WASHINGTON — WASHINGTON - Choking back tears, Republican Rep. Bill Thomas of California, one of Congress' most powerful and quick-tempered members, told a hushed House chamber yesterday that he exhibited "poor judgment" in calling the police last week on Democrats.

"You deserve better judgment from me, and you'll get it," the usually acerbic chairman of the Ways and Means Committee told his colleagues. "Because of my poor judgment, those outside the House who want to trivialize, marginalize and debase this institution were given an opportunity to do so."


The extraordinary speech came amid Democratic calls for an apology for Friday's events, particularly Thomas' attempts to use the Capitol Police to break up an impromptu meeting that Democrats called in the middle of a committee session to protest what they said was their exclusion from any role in formulating legislation.

That day featured threats and name-calling; it ended with an at-times absurd and at-times deadly serious floor debate about abuse of power.


Thomas, whose words fell short of an apology, said he stands by his decision to call in law enforcement to restore order in his committee after a partisan shouting match broke out, but he said calling police to evict Democrats from their meeting room was "just plain stupid."

The mea culpa followed two failed attempts by Democrats to win passage of a resolution criticizing Thomas for his conduct and directing that the measure under consideration Friday - a pension bill co-sponsored by Rep. Benjamin L. Cardin, a Baltimore Democrat, and Ohio Rep. Rob Portman, a Republican - be returned to the committee for a new vote.

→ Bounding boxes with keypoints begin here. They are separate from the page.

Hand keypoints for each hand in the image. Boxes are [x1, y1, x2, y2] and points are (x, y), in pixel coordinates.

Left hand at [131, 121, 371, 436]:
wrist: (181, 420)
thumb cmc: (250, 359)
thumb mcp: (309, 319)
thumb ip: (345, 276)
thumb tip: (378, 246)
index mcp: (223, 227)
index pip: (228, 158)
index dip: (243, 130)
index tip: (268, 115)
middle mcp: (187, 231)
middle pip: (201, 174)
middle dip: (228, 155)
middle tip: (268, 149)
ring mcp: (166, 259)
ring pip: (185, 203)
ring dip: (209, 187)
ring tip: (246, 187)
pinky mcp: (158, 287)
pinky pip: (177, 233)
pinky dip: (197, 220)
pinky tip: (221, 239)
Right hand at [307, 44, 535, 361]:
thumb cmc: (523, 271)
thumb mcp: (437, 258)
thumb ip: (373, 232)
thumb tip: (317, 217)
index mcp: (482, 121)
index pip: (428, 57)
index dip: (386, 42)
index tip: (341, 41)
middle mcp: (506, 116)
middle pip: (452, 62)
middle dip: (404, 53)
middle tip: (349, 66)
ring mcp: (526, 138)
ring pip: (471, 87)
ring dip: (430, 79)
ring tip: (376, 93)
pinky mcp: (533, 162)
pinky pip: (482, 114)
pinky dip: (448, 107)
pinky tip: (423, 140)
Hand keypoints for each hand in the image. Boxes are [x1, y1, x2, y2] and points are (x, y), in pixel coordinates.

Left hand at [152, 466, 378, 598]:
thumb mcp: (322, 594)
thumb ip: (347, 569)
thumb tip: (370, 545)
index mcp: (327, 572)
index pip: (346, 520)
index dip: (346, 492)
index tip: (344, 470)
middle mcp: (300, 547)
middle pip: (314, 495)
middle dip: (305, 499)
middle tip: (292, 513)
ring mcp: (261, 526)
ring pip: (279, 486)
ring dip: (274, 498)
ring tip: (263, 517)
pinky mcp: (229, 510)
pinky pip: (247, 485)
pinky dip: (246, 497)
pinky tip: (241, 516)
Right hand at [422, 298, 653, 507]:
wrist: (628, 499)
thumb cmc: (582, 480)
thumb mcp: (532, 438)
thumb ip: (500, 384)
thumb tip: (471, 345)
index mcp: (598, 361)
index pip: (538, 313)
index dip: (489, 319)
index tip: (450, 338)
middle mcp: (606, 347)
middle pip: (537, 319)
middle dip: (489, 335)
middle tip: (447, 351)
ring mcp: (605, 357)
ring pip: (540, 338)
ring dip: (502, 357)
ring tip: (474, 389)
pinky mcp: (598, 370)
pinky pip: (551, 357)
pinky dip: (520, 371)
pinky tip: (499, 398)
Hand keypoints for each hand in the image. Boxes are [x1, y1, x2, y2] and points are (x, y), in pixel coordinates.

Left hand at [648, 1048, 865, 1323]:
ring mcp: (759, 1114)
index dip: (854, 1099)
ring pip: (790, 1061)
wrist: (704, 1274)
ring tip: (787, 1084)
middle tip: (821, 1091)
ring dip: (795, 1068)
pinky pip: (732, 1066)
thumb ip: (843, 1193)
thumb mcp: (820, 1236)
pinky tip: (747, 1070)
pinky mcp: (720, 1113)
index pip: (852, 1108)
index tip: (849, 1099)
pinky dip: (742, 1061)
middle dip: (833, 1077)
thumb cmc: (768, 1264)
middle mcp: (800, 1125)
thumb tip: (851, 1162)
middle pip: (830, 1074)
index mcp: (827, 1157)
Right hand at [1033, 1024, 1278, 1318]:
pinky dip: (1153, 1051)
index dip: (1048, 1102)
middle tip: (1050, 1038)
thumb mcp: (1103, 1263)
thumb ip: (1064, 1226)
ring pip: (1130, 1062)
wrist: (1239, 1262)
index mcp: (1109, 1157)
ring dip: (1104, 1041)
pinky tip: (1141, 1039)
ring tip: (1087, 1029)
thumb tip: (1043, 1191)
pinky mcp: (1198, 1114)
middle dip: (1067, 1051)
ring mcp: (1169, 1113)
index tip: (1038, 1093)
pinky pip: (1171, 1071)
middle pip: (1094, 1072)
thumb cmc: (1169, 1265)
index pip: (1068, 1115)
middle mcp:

Thomas' remarks drew a standing ovation from Republicans and Democrats alike, but deep rifts remain between the parties after Friday's incident, which Democrats say was just the most egregious example of Republicans' pattern of shutting them out of House action.

Rep. Charles B. Rangel of New York, the senior Democrat on the Ways and Means panel, responding to Thomas, said: "The majority has the responsibility to lead. ... But the minority has the right to be respected."

Thomas' remarks came as Democrats were delivering on threats that Democratic leader Nancy Pelosi of California made Monday to make this "the week from hell" for House Republican leaders hoping to adjourn tomorrow for a 5 1/2 -week break.

Democrats used procedural tactics yesterday to slow work to a crawl to protest Republicans' refusal to speed enactment of legislation allowing low-income families excluded from this year's tax cut to receive an increase in the child tax credit.

And while some lawmakers said the House now seems willing to move beyond Friday's ugliness, many Democrats are not satisfied.

They dispute Republicans' stance that police were called because of the verbal brawl in committee between Rep. Pete Stark, a California Democrat, and Rep. Scott McInnis, a Colorado Republican. Law enforcement was called, Democrats say, only to disrupt their meeting and trample their rights.